As shown in FIGS. 2 and 3, in the laminated coil component 1, the coil 5 is arranged in the element body 2. As shown in FIG. 2, the first terminal electrode 3 and one end of the coil 5 are connected by a first connecting portion 3a. As shown in FIG. 3, the second terminal electrode 4 and the other end of the coil 5 are connected by a second connecting portion 4a.

[Manufacturing method of laminated coil parts]
Subsequently, a method of manufacturing the laminated coil component 1 will be described. In the method for manufacturing the laminated coil component 1, first, as shown in FIG. 4A, the insulator resin layer RL1 and the insulator resin layer RL2 are formed on the substrate B (first step). The substrate B is a plate-shaped base material, and may be made of, for example, a metal such as stainless steel or Al, glass, a film such as PET or polyimide, or a resin material such as glass epoxy. The upper surface of the substrate B may be subjected to a mold release process. Silicone coating, fluororesin processing and the like can be used for the mold release treatment. The upper surface of the substrate B is a substantially flat surface.

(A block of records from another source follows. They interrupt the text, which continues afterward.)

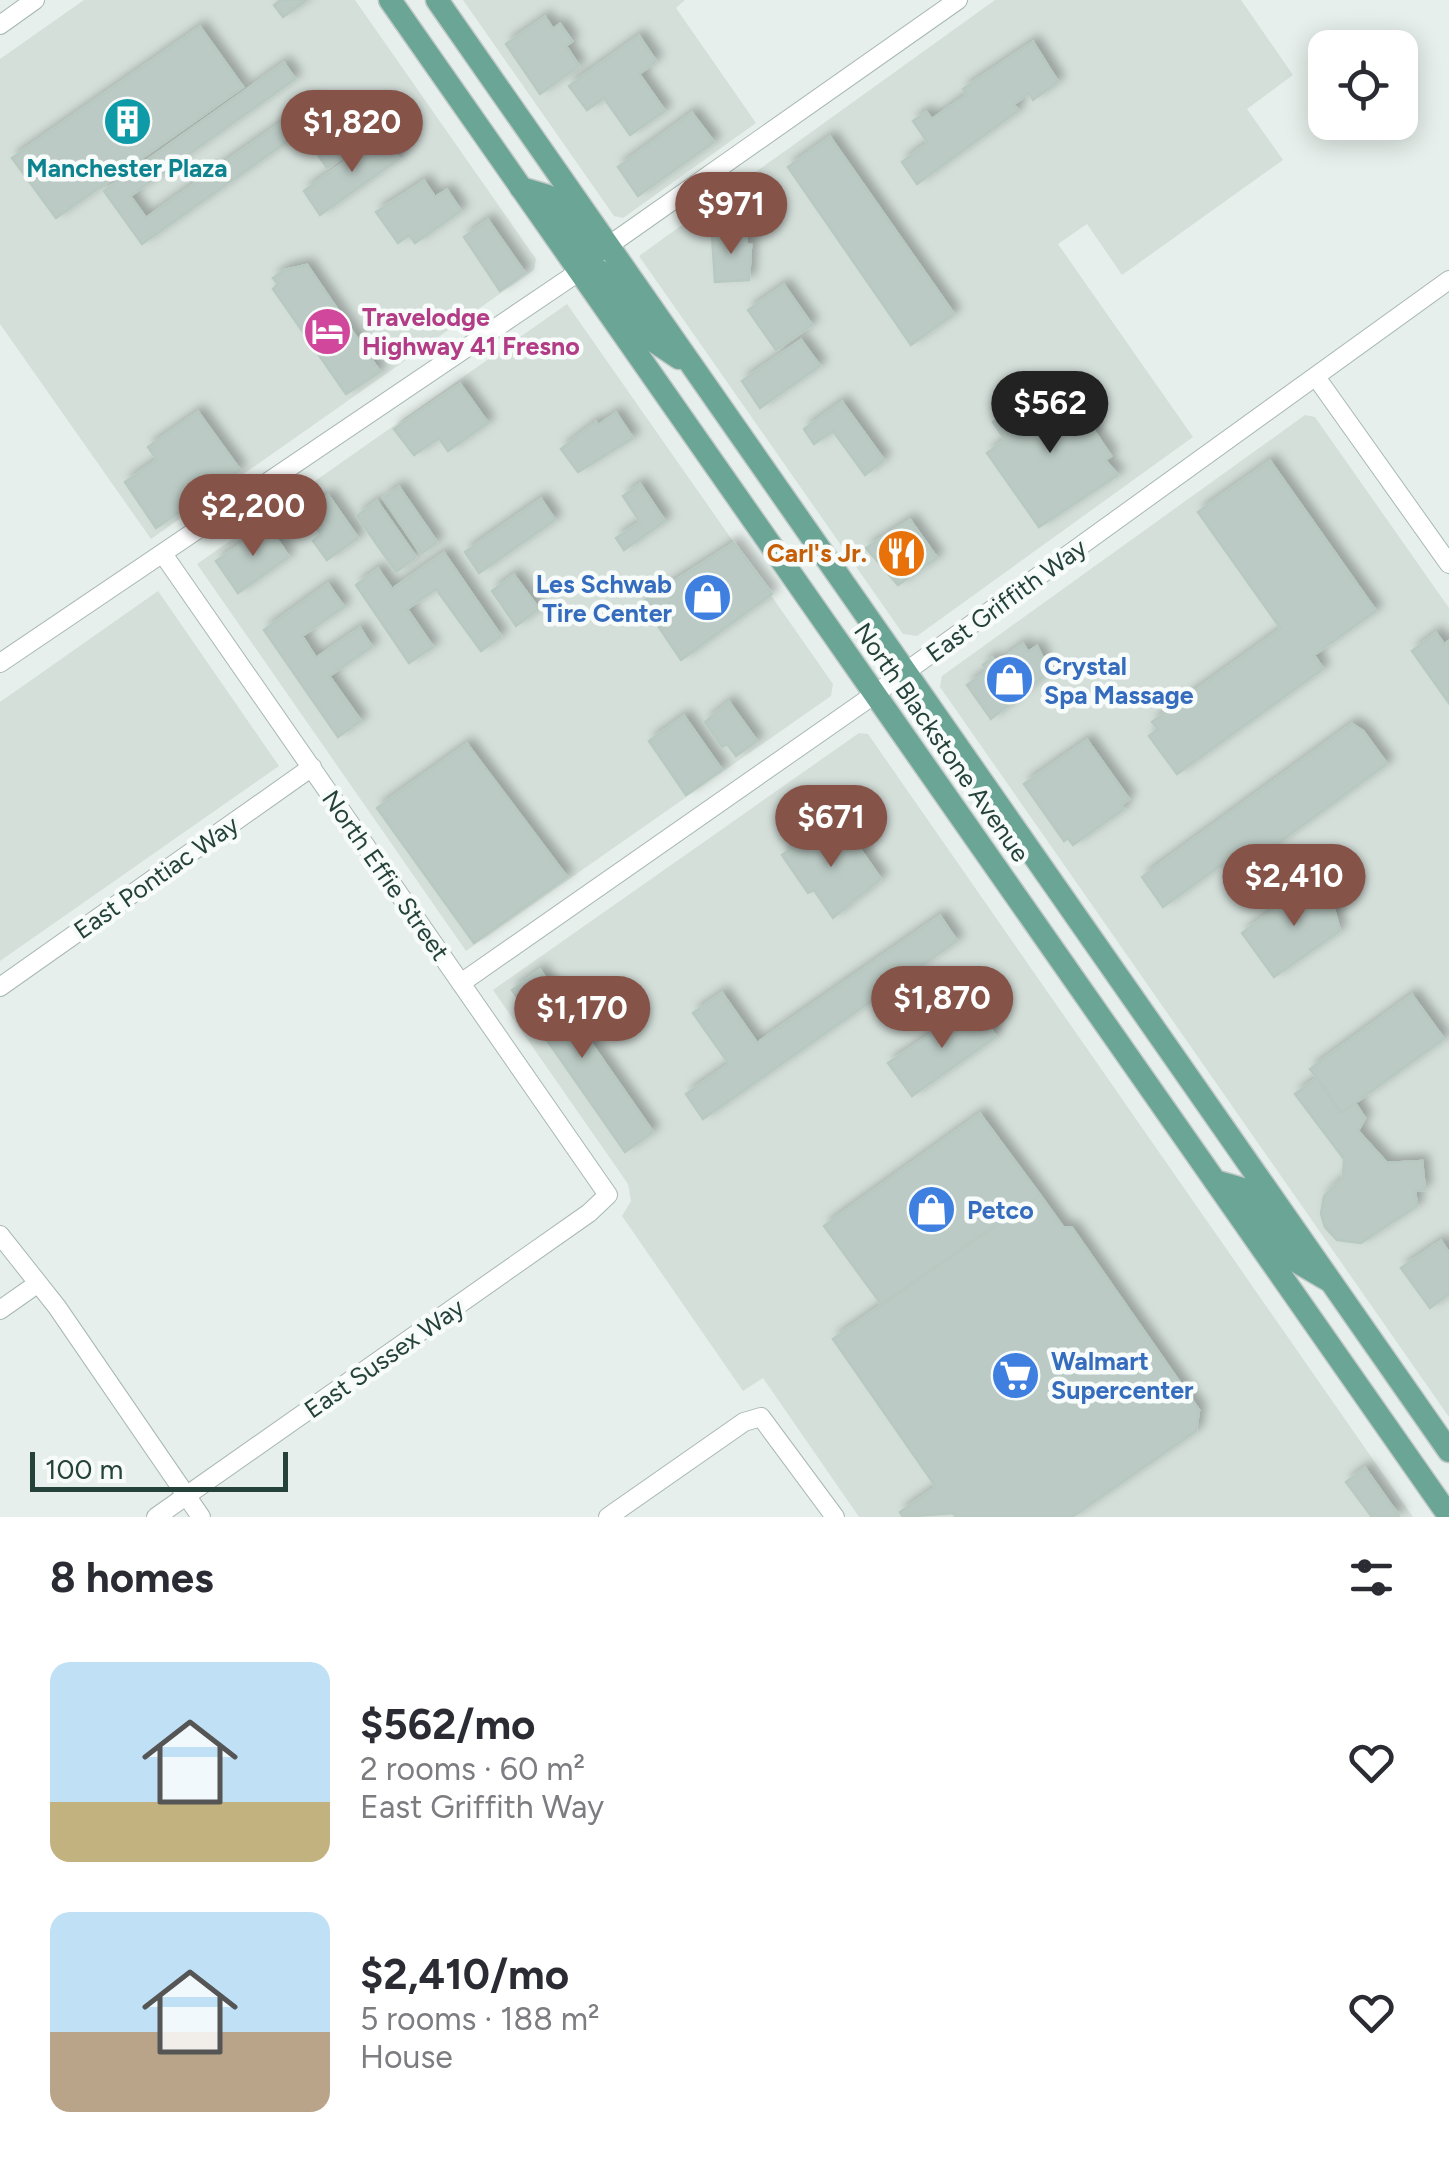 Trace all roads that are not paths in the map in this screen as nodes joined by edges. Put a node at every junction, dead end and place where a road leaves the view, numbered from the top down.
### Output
1 (36, 0) edge
2 (390, 0) edge
3 (437, 0) edge
4 (958, 0) edge
5 (0, 25) edge
6 (521, 188) junction
7 (608, 246) junction
8 (580, 270) junction
9 (1449, 280) edge
10 (691, 364) junction
11 (1316, 377) junction
12 (163, 554) junction
13 (1449, 564) edge
14 (0, 663) edge
15 (905, 672) junction
16 (875, 694) junction
17 (312, 766) junction
18 (461, 983) junction
19 (0, 986) edge
20 (1215, 1181) junction
21 (608, 1195) joint
22 (0, 1235) edge
23 (1331, 1282) junction
24 (38, 1284) junction
25 (0, 1310) edge
26 (1449, 1451) edge
27 (186, 1496) junction
28 (1449, 1516) edge
29 (156, 1517) edge
30 (201, 1517) edge
31 (608, 1517) edge
32 (834, 1517) edge

1 - 5 street
2 - 6 main road, North Blackstone Avenue
3 - 7 main road, North Blackstone Avenue
4 - 7 street
6 - 7 main road
6 - 8 main road, North Blackstone Avenue
7 - 10 main road, North Blackstone Avenue
8 - 10 main road
8 - 12 street
8 - 16 main road, North Blackstone Avenue
9 - 11 street, East Griffith Way
10 - 15 main road, North Blackstone Avenue
11 - 13 street
11 - 15 street, East Griffith Way
12 - 14 street
12 - 17 street, North Effie Street
15 - 16 street, East Griffith Way
15 - 23 main road, North Blackstone Avenue
16 - 18 street, East Griffith Way
16 - 20 main road, North Blackstone Avenue
17 - 18 street, North Effie Street
17 - 19 street, East Pontiac Way
18 - 21 street, North Effie Street
20 - 23 main road
20 - 28 main road, North Blackstone Avenue
21 - 27 street, East Sussex Way
22 - 24 street
23 - 26 main road, North Blackstone Avenue
24 - 25 street
24 - 27 street
27 - 29 street, East Sussex Way
27 - 30 street
31 - 32 street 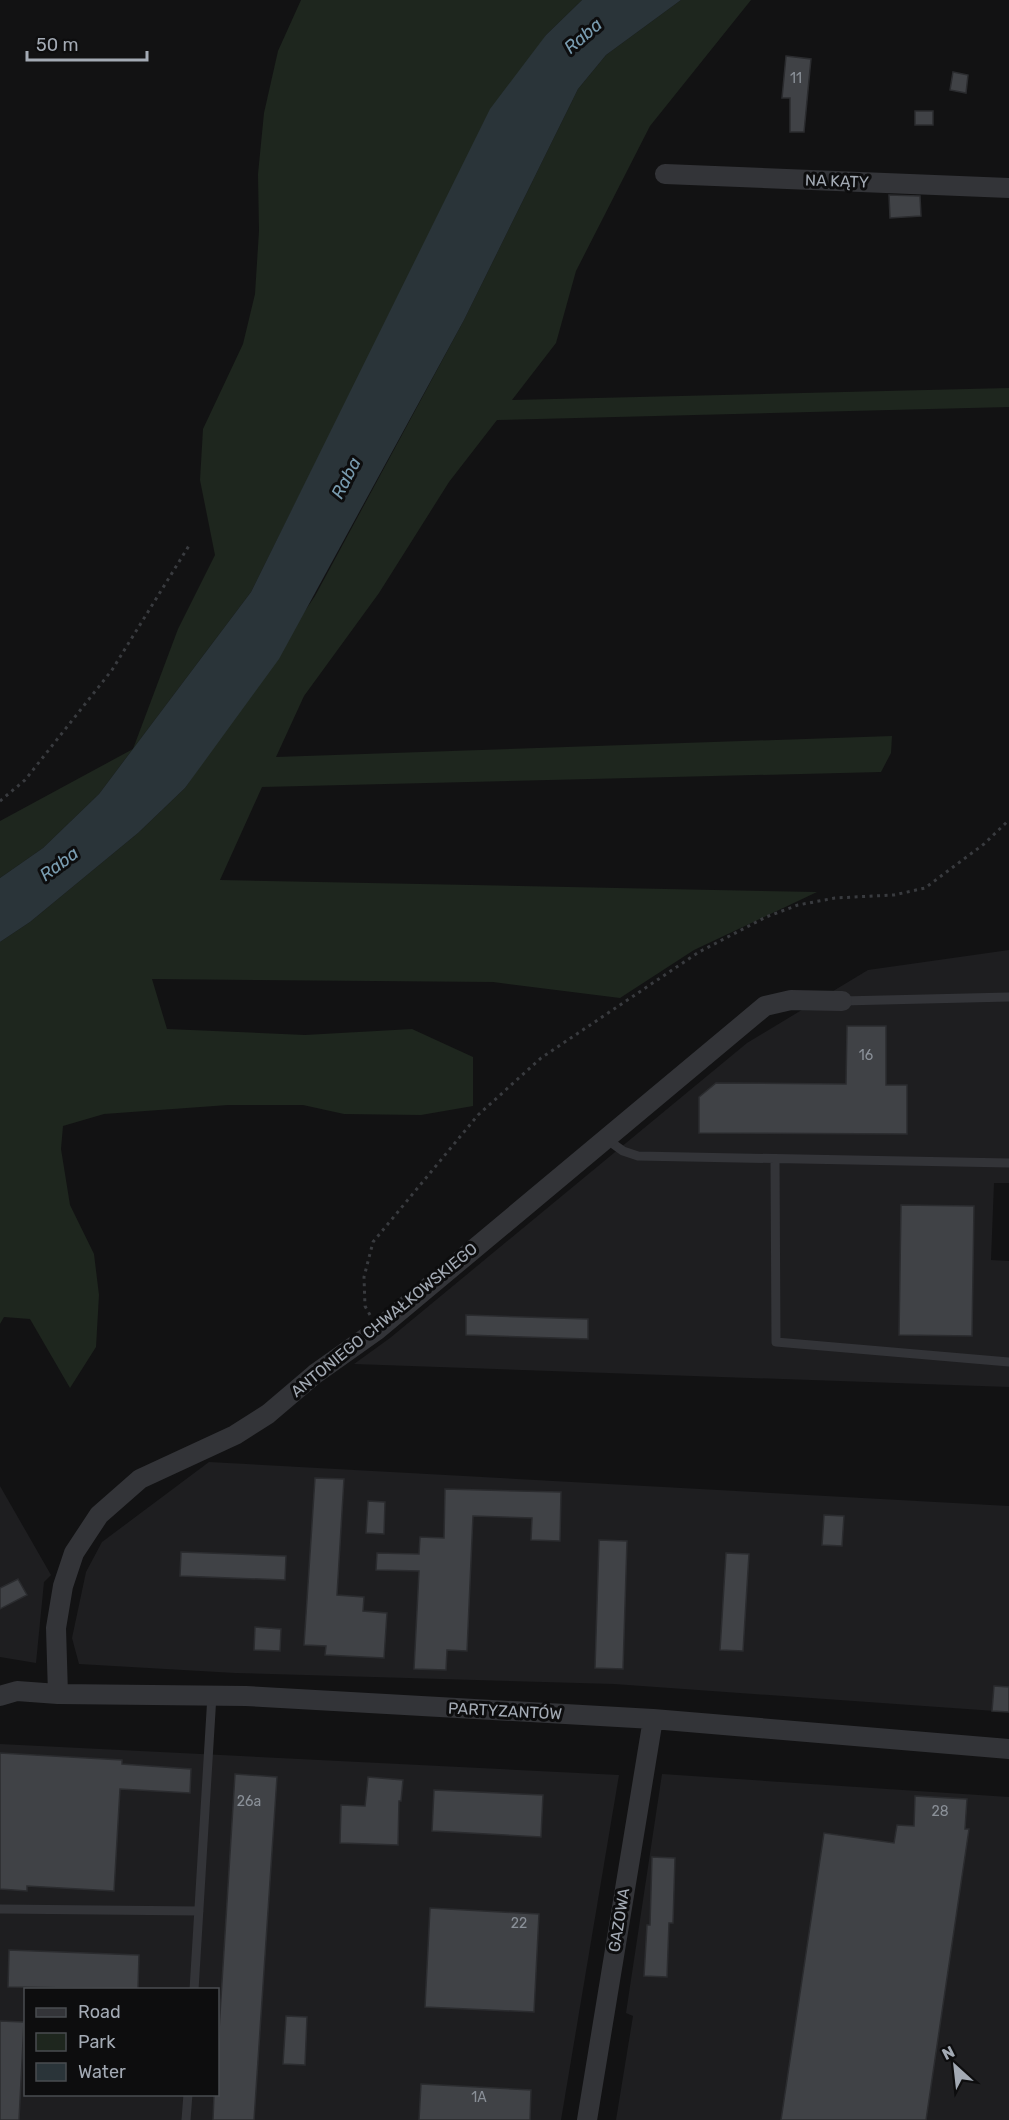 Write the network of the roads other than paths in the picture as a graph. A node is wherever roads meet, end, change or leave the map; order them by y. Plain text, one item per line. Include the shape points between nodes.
1 (665, 174) dead end
2 (1009, 188) edge
3 (1009, 997) edge
4 (842, 1001) joint
5 (604, 1137) junction
6 (775, 1159) junction
7 (1009, 1163) edge
8 (1009, 1362) edge
9 (6, 1690) edge
10 (58, 1694) junction
11 (212, 1695) junction
12 (653, 1719) junction
13 (1009, 1749) edge
14 (0, 1909) edge
15 (199, 1911) junction
16 (194, 1988) edge
17 (188, 2096) edge
18 (186, 2120) edge
19 (587, 2120) edge

1 - 2 street, NA KĄTY
3 - 4 lane
4 - 5 street, ANTONIEGO CHWAŁKOWSKIEGO via 791,1000 765,1006
5 - 6 lane via 638,1156
5 - 10 street, ANTONIEGO CHWAŁKOWSKIEGO via 376,1330 268,1414 235,1435 140,1479 99,1515 74,1553 63,1586 56,1628
6 - 7 lane
6 - 8 lane via 776,1342
9 - 10 street, PARTYZANTÓW
10 - 11 street, PARTYZANTÓW
11 - 12 street, PARTYZANTÓW
11 - 15 lane
12 - 13 street, PARTYZANTÓW
12 - 19 street, GAZOWA
14 - 15 lane
15 - 16 lane
17 - 18 lane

The insulator resin layer RL1 and the insulator resin layer RL2 are formed of an insulator resin paste (insulation paste). The insulator resin paste contains a resin component, a solvent and the like. The resin component includes a thermosetting resin. As the thermosetting resin, for example, a phenol resin, an acrylic resin, a silicone resin, an epoxy resin, or a polyimide resin is used. The insulator resin paste may contain a small amount of glass powder or ceramic powder. The insulator resin layer RL1 is formed by applying an insulator resin paste on the substrate B, for example, with a die coater, and drying the insulator resin paste. As the die coater, various die coaters such as a pump type and a plunger type can be adopted. The insulator resin layer RL2 is formed by applying an insulator resin paste on the insulator resin layer RL1 and drying it. As a result, the insulator resin layer RL2 is laminated on the insulator resin layer RL1. The thicknesses of the insulator resin layer RL1 and the insulator resin layer RL2 are appropriately set according to the size of the laminated coil component 1.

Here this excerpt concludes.